Although the timing of the resolution and/or closure of audits is highly uncertain, it is reasonably possible that the balance of gross unrecognized tax benefits could significantly change in the next 12 months. However, given the number of years remaining subject to examination and the number of matters being examined, we are unable to estimate the full range of possible adjustments to the balance of gross unrecognized tax benefits.
On July 27, 2015, in Altera Corp. v.

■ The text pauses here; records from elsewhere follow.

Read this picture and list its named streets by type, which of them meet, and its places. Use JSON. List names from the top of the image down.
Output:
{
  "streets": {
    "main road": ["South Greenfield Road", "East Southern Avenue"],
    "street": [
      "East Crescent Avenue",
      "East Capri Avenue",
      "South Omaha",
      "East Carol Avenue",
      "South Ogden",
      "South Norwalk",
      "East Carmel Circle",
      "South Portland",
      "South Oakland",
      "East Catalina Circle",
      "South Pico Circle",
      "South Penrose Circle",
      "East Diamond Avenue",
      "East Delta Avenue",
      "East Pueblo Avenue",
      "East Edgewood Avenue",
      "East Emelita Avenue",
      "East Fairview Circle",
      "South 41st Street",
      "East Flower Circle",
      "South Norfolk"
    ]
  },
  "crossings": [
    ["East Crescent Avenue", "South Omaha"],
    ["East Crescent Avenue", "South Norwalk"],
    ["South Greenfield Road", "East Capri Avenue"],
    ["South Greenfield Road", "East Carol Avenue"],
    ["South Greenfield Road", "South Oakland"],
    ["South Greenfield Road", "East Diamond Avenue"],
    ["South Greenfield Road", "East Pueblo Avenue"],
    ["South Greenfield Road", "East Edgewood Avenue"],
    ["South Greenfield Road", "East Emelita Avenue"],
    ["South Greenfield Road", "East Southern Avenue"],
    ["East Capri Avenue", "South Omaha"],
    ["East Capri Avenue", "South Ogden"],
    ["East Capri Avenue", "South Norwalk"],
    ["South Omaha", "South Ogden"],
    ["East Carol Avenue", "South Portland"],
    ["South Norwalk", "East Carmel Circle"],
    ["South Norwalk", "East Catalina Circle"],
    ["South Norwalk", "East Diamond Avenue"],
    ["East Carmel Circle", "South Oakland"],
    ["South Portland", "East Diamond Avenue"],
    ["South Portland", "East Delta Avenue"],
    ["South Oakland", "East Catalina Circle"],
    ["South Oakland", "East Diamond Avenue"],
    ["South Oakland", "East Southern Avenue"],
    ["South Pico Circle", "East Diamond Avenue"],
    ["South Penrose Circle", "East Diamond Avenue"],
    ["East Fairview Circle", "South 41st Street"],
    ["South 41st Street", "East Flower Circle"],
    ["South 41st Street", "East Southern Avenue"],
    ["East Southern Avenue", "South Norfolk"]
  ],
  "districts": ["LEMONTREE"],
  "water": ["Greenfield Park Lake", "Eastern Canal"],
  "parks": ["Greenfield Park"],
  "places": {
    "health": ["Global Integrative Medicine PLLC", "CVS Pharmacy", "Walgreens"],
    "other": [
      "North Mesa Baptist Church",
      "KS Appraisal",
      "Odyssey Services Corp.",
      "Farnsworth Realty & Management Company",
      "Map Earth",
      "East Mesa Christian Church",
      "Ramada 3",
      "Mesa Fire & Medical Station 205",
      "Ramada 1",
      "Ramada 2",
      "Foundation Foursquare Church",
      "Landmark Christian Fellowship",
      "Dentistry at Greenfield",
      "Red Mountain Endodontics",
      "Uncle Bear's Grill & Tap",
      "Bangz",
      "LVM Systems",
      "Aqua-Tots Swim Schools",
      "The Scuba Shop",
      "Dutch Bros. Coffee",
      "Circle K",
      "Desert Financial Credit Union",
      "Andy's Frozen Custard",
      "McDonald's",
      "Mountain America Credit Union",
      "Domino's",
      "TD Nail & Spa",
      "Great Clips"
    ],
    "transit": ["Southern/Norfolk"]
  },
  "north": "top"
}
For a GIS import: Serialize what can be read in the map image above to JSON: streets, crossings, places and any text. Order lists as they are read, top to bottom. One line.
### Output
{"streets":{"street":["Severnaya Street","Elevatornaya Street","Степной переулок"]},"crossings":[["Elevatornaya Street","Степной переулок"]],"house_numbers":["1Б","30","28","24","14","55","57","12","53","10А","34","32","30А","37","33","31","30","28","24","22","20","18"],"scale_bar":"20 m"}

Commissioner, the U.S. Tax Court issued an opinion invalidating the regulations relating to the treatment of stock-based compensation expense in an intercompany cost-sharing arrangement. A final decision was issued by the Tax Court in December 2015. The IRS is appealing the decision and filed its arguments opposing the Tax Court decision in June 2016. Due to the uncertainty surrounding the status of the current regulations, questions related to the scope of potential benefits or obligations, and the risk of the Tax Court’s decision being overturned upon appeal, we have not recorded any benefit or expense as of December 31, 2017. We will continue to monitor ongoing developments and potential impacts to our consolidated financial statements.